### Work request
From the line with "Extract the road" to the line with "Digitize the connectivity of all roads that", retype each line exactly as it stands in the records below, but skip the pictures.

Items from a dataset:
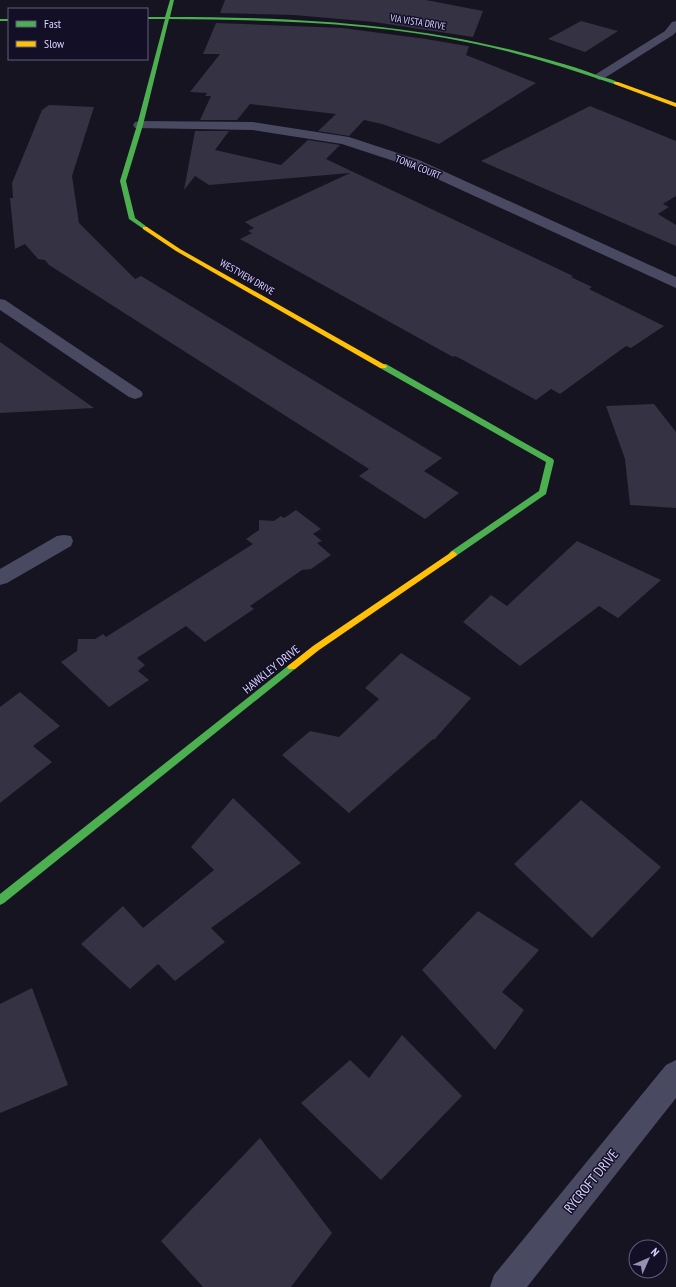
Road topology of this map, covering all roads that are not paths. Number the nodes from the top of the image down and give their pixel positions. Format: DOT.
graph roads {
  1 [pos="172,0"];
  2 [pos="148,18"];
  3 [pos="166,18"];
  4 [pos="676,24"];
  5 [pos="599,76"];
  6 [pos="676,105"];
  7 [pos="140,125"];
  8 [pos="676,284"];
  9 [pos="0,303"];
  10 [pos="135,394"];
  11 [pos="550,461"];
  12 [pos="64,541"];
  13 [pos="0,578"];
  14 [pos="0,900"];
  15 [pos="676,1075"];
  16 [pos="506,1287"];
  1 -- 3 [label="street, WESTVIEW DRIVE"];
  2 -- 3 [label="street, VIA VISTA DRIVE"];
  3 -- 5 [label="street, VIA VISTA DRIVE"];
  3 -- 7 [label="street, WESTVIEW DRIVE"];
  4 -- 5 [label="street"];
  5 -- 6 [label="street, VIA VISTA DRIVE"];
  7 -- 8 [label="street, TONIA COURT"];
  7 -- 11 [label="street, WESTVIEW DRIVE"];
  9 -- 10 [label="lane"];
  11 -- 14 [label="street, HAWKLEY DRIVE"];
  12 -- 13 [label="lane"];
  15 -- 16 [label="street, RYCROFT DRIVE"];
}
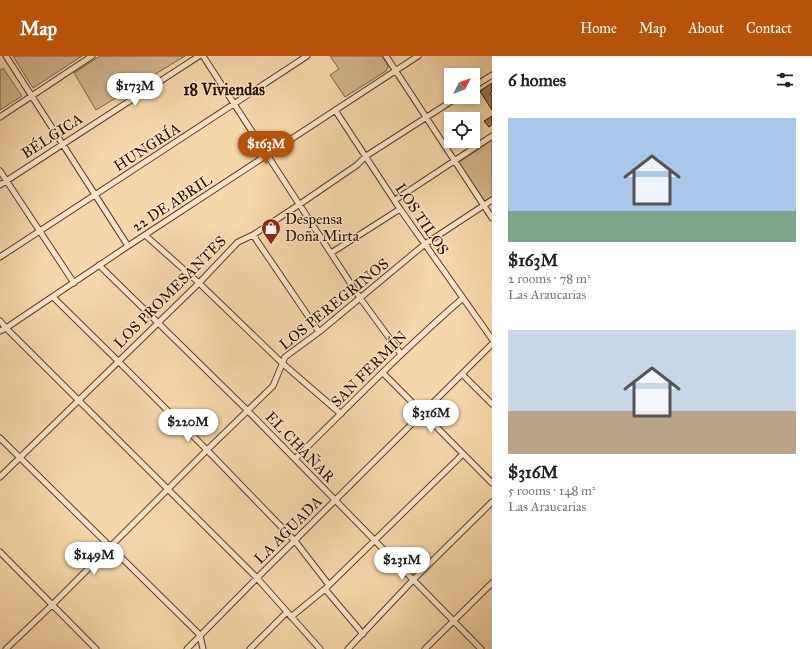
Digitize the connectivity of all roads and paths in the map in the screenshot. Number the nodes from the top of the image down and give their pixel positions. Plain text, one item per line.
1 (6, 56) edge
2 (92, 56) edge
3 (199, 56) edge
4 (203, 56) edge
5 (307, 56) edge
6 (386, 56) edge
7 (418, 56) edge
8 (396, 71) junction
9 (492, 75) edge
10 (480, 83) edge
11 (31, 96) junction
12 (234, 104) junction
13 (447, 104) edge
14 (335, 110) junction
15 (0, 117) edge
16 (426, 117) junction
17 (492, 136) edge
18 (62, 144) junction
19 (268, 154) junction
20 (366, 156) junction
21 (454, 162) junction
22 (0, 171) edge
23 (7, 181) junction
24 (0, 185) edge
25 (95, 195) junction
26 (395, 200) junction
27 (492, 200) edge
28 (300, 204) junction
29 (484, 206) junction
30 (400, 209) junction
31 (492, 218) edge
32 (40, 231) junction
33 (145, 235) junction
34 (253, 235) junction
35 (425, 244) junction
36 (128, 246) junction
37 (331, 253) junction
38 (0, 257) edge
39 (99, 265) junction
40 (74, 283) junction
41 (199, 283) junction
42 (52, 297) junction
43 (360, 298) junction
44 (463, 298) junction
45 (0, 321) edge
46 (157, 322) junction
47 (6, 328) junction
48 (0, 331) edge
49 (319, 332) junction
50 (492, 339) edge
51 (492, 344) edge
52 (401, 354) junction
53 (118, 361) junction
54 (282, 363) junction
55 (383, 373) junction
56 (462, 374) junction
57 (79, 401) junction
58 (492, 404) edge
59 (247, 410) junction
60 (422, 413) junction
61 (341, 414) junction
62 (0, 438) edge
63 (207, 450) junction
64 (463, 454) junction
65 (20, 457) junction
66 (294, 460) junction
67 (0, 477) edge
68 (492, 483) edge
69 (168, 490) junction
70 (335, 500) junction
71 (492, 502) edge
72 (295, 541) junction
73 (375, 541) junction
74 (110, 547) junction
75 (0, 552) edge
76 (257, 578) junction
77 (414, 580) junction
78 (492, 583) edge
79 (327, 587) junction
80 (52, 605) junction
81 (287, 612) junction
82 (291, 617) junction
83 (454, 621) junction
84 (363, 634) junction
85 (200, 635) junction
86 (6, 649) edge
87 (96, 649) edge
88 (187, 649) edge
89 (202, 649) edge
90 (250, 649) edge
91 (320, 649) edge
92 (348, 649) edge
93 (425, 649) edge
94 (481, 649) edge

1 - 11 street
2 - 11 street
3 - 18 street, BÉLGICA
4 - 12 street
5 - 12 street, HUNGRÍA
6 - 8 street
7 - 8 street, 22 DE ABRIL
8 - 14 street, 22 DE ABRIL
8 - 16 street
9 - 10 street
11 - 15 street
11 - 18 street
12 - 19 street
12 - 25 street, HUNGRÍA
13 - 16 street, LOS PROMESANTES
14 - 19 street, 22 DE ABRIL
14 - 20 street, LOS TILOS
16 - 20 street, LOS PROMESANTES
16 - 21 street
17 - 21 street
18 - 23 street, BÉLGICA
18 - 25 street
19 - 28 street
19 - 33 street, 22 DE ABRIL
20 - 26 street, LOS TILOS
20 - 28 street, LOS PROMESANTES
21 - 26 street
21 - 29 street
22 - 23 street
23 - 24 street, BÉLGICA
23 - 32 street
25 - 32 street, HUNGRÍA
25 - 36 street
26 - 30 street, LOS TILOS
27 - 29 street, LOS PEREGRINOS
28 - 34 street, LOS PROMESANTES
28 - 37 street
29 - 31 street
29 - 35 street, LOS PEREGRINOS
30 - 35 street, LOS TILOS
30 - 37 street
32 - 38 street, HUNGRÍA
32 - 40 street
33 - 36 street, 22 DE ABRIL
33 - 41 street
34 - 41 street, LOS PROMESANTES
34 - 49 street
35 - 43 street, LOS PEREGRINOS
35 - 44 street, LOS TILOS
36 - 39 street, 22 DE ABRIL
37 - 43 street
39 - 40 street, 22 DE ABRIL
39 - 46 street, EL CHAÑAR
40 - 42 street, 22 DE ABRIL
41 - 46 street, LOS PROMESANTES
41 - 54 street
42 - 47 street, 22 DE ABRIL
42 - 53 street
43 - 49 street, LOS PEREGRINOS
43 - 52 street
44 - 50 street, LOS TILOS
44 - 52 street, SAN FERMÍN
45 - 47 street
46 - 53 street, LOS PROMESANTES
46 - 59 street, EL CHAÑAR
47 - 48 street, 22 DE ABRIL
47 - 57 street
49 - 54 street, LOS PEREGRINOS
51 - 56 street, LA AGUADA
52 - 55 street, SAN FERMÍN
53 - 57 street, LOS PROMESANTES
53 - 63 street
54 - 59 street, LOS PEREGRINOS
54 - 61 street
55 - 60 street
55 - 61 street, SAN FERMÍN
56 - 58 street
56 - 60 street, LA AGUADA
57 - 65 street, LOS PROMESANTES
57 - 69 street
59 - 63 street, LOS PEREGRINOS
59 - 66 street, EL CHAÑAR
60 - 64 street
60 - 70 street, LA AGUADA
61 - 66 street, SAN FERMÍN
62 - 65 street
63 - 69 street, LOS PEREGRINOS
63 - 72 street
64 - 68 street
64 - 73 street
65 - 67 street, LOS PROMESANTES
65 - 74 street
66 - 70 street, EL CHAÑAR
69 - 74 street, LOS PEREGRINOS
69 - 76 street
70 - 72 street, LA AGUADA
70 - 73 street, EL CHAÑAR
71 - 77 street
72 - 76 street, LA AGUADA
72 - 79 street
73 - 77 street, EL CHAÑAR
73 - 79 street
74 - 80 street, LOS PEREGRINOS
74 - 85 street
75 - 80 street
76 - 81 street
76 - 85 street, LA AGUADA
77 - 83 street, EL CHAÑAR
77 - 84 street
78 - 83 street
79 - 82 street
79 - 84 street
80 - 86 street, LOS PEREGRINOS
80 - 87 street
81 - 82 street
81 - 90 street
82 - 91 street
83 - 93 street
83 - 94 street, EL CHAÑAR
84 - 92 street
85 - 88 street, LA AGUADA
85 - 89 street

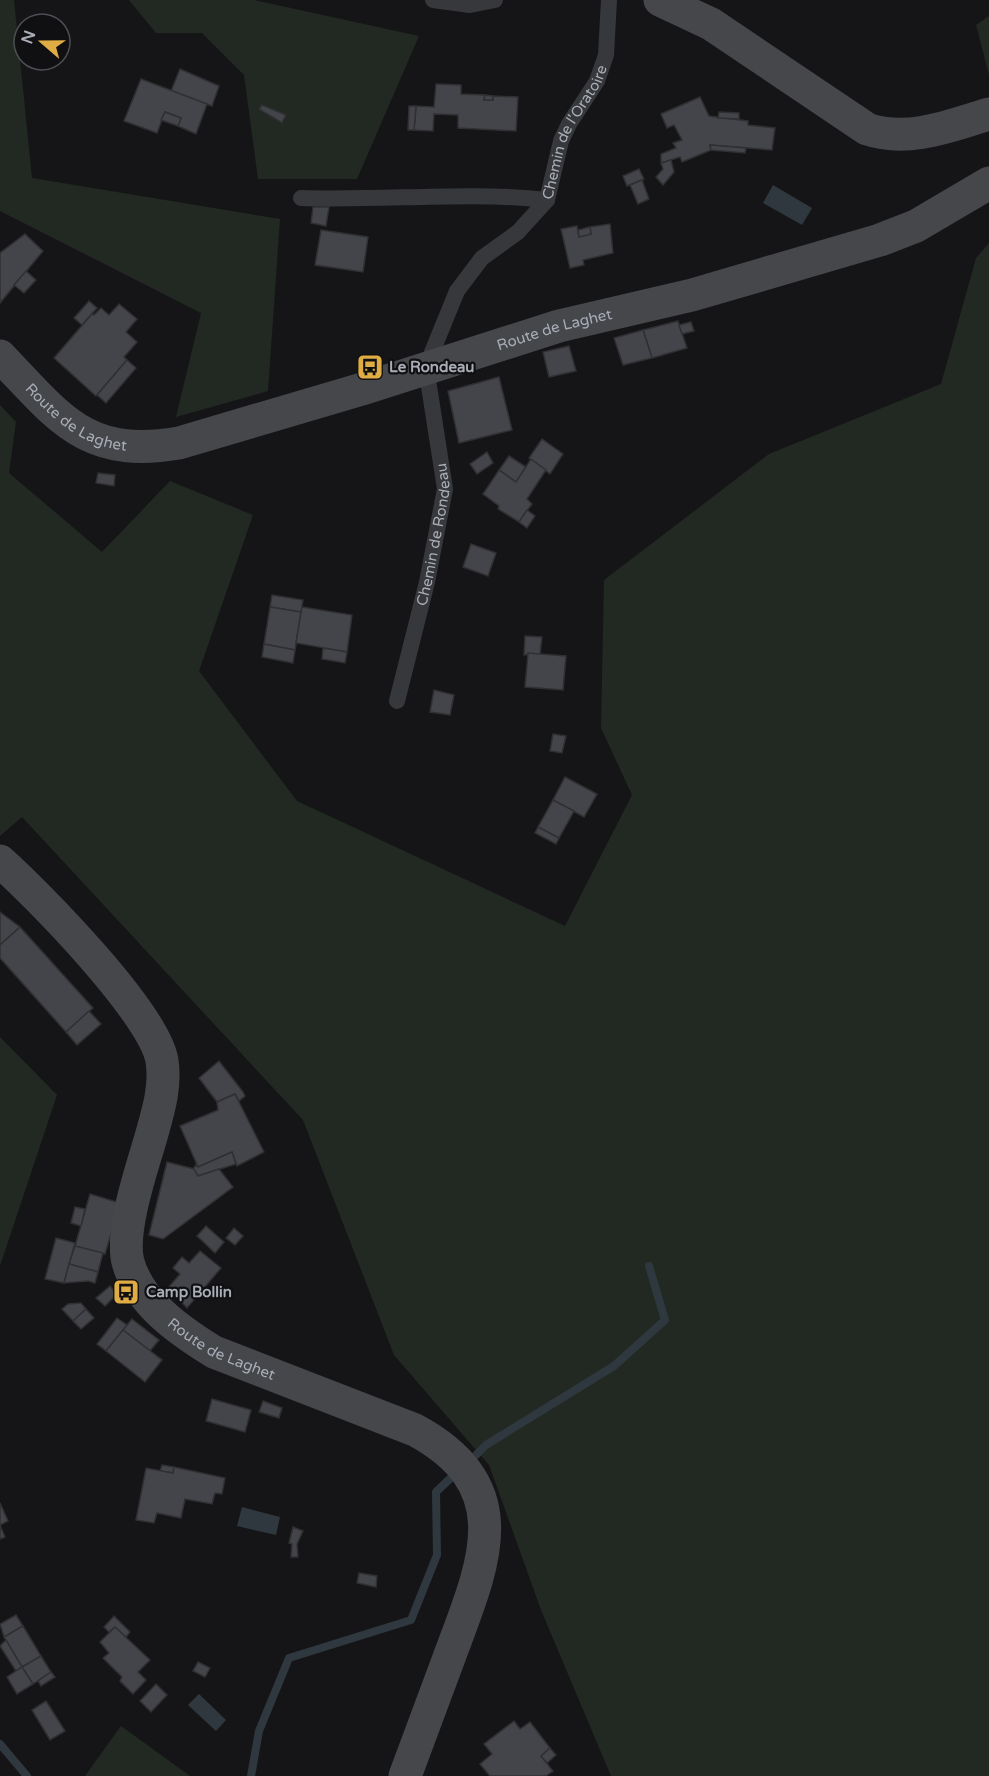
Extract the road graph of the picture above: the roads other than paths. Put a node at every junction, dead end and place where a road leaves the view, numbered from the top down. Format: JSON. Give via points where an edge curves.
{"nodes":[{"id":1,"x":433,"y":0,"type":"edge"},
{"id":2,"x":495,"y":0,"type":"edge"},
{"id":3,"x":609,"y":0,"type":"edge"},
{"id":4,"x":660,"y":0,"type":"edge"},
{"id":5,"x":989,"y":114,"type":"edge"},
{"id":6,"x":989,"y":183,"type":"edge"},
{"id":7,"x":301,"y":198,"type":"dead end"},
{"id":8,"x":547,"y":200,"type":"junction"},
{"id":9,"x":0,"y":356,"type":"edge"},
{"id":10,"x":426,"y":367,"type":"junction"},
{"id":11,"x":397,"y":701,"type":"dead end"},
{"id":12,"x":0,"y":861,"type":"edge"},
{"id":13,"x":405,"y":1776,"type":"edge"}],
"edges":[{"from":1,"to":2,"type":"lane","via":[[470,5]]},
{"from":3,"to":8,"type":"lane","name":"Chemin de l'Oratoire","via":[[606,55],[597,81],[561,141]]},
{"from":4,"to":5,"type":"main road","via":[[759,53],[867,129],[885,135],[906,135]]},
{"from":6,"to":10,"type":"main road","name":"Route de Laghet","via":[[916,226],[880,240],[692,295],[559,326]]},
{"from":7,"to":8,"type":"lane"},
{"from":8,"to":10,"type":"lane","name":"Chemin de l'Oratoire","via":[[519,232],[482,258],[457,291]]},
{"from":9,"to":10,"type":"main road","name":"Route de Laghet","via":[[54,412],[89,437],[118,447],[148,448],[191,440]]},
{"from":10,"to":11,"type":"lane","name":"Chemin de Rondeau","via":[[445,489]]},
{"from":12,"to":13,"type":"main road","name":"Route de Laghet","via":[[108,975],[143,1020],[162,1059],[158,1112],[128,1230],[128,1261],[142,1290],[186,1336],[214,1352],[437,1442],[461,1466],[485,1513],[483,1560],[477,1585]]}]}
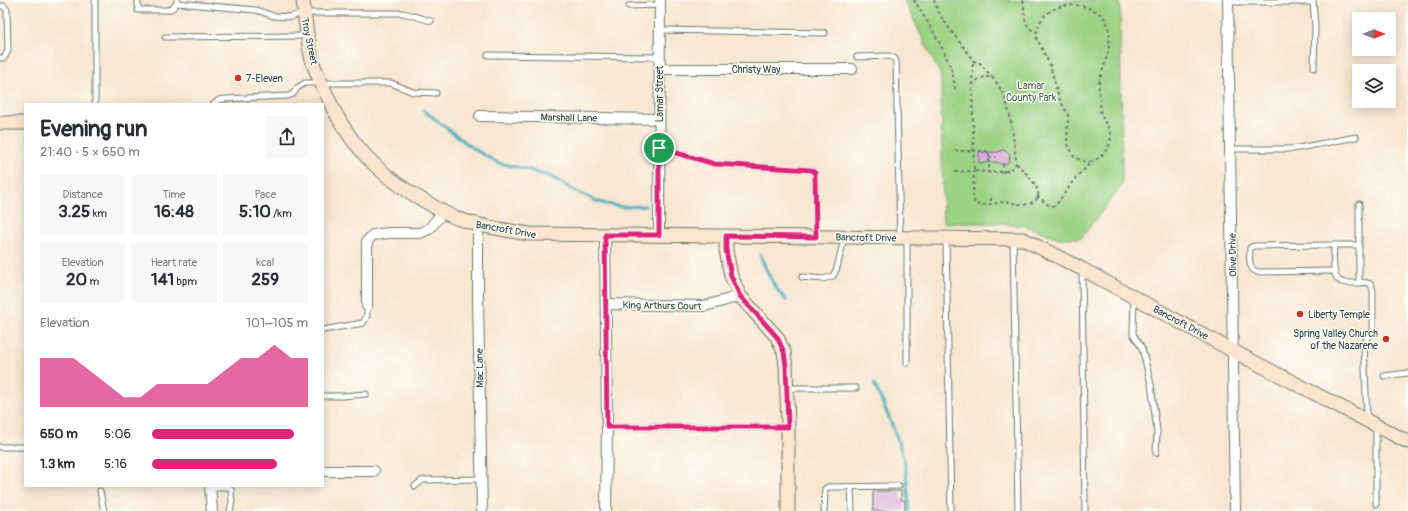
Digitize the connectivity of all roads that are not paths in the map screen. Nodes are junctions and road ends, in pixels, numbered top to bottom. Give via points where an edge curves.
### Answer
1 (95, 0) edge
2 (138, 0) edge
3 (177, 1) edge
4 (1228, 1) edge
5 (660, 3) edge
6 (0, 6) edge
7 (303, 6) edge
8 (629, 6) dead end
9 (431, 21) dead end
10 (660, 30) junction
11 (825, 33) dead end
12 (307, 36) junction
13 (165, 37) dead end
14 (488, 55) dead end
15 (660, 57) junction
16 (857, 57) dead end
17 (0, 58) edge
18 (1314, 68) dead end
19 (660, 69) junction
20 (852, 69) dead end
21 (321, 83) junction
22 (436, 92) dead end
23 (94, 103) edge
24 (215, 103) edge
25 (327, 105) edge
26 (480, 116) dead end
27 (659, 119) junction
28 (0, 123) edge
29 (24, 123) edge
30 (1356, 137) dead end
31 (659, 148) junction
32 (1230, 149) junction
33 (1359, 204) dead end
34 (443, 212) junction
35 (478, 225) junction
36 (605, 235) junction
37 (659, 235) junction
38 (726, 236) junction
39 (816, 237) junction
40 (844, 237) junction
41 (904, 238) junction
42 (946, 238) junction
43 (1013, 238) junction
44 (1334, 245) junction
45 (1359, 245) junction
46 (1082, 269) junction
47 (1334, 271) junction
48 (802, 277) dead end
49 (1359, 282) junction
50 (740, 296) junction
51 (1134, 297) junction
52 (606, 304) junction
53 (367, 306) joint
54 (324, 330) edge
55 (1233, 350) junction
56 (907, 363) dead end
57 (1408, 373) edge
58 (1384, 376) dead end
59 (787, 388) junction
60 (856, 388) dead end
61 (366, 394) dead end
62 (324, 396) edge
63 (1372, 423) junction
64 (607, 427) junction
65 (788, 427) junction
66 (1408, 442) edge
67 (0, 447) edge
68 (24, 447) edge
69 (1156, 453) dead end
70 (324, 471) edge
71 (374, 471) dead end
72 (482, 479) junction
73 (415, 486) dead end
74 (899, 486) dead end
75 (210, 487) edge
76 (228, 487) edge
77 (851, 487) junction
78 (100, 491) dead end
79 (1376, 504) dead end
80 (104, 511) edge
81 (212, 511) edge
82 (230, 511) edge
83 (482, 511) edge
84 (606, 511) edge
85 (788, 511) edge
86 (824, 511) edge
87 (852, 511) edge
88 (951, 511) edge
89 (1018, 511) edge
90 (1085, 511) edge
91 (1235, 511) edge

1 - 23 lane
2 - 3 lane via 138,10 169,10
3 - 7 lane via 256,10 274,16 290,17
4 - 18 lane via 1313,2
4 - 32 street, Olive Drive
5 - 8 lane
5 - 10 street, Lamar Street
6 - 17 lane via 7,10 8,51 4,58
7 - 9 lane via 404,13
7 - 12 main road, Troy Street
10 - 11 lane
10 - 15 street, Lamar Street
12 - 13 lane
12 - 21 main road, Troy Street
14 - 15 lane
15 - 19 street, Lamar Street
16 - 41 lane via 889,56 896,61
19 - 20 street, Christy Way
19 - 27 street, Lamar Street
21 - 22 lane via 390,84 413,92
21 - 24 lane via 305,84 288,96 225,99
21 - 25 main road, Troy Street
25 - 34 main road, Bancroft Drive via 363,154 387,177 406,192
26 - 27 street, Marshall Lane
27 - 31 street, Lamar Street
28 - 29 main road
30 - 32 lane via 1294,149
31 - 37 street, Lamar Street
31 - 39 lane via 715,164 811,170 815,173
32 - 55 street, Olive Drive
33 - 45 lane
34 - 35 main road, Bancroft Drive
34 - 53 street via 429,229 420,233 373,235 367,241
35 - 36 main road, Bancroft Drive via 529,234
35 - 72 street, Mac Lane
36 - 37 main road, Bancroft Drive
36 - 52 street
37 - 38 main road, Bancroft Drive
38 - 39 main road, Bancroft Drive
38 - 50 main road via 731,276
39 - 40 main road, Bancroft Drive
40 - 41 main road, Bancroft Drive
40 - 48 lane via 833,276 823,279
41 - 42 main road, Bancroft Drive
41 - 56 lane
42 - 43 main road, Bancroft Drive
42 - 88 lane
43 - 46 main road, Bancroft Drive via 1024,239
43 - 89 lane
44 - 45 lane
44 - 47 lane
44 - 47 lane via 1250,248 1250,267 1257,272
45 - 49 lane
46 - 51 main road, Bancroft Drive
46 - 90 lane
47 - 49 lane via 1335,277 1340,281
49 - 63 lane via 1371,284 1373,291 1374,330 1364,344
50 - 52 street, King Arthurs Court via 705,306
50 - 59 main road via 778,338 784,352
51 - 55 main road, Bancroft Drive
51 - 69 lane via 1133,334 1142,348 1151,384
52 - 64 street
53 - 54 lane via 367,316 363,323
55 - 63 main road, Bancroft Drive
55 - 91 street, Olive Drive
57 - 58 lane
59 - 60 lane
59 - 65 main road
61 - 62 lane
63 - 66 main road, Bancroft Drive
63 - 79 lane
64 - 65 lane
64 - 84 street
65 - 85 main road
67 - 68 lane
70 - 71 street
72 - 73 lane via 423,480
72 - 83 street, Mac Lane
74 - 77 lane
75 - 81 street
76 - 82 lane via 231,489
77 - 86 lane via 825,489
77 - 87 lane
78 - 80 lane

### Response
Extract the road graph of the picture above: the roads other than paths. Put a node at every junction, dead end and place where a road leaves the view, numbered from the top down. Format: JSON. Give via points where an edge curves.
{"nodes":[{"id":1,"x":433,"y":0,"type":"edge"},
{"id":2,"x":495,"y":0,"type":"edge"},
{"id":3,"x":609,"y":0,"type":"edge"},
{"id":4,"x":660,"y":0,"type":"edge"},
{"id":5,"x":989,"y":114,"type":"edge"},
{"id":6,"x":989,"y":183,"type":"edge"},
{"id":7,"x":301,"y":198,"type":"dead end"},
{"id":8,"x":547,"y":200,"type":"junction"},
{"id":9,"x":0,"y":356,"type":"edge"},
{"id":10,"x":426,"y":367,"type":"junction"},
{"id":11,"x":397,"y":701,"type":"dead end"},
{"id":12,"x":0,"y":861,"type":"edge"},
{"id":13,"x":405,"y":1776,"type":"edge"}],
"edges":[{"from":1,"to":2,"type":"lane","via":[[470,5]]},
{"from":3,"to":8,"type":"lane","name":"Chemin de l'Oratoire","via":[[606,55],[597,81],[561,141]]},
{"from":4,"to":5,"type":"main road","via":[[759,53],[867,129],[885,135],[906,135]]},
{"from":6,"to":10,"type":"main road","name":"Route de Laghet","via":[[916,226],[880,240],[692,295],[559,326]]},
{"from":7,"to":8,"type":"lane"},
{"from":8,"to":10,"type":"lane","name":"Chemin de l'Oratoire","via":[[519,232],[482,258],[457,291]]},
{"from":9,"to":10,"type":"main road","name":"Route de Laghet","via":[[54,412],[89,437],[118,447],[148,448],[191,440]]},
{"from":10,"to":11,"type":"lane","name":"Chemin de Rondeau","via":[[445,489]]},
{"from":12,"to":13,"type":"main road","name":"Route de Laghet","via":[[108,975],[143,1020],[162,1059],[158,1112],[128,1230],[128,1261],[142,1290],[186,1336],[214,1352],[437,1442],[461,1466],[485,1513],[483,1560],[477,1585]]}]}
Digitize the connectivity of all roads that are not paths in the map screen. Nodes are junctions and road ends, in pixels, numbered top to bottom. Give via points where an edge curves.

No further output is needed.